Task goal: Leaving out every picture, quote the data below exactly as it appears.

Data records
────────────────────
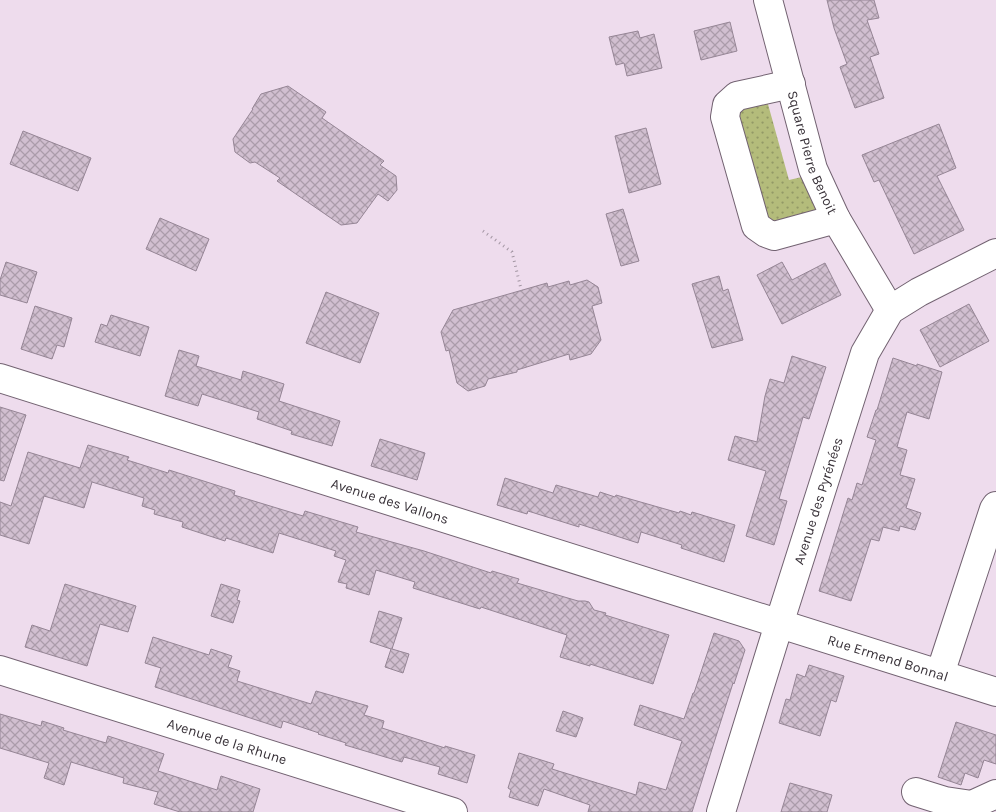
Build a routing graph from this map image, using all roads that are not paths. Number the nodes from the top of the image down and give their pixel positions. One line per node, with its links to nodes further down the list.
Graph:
1 (768, 0): 2 (street, Square Pierre Benoit)
2 (791, 84): 3 (street, Square Pierre Benoit); 3 (street, Square Pierre Benoit)
3 (836, 220): 5 (street, Square Pierre Benoit)
4 (996, 253): 5 (street, Avenue des Pyrénées)
5 (890, 310): 8 (street, Avenue des Pyrénées)
6 (0, 378): 8 (street, Avenue des Vallons)
7 (996, 506): 10 (street)
8 (779, 624): 10 (street, Rue Ermend Bonnal); 15 (street, Avenue des Pyrénées)
9 (0, 670): 14 (street, Avenue de la Rhune)
10 (940, 674): 11 (street, Rue Ermend Bonnal)
11 (996, 691)
12 (916, 792): 13 (street)
13 (996, 794)
14 (453, 812)
15 (721, 812)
────────────────────
Expected output:
Build a routing graph from this map image, using all roads that are not paths. Number the nodes from the top of the image down and give their pixel positions. One line per node, with its links to nodes further down the list.
Graph:
1 (768, 0): 2 (street, Square Pierre Benoit)
2 (791, 84): 3 (street, Square Pierre Benoit); 3 (street, Square Pierre Benoit)
3 (836, 220): 5 (street, Square Pierre Benoit)
4 (996, 253): 5 (street, Avenue des Pyrénées)
5 (890, 310): 8 (street, Avenue des Pyrénées)
6 (0, 378): 8 (street, Avenue des Vallons)
7 (996, 506): 10 (street)
8 (779, 624): 10 (street, Rue Ermend Bonnal); 15 (street, Avenue des Pyrénées)
9 (0, 670): 14 (street, Avenue de la Rhune)
10 (940, 674): 11 (street, Rue Ermend Bonnal)
11 (996, 691)
12 (916, 792): 13 (street)
13 (996, 794)
14 (453, 812)
15 (721, 812)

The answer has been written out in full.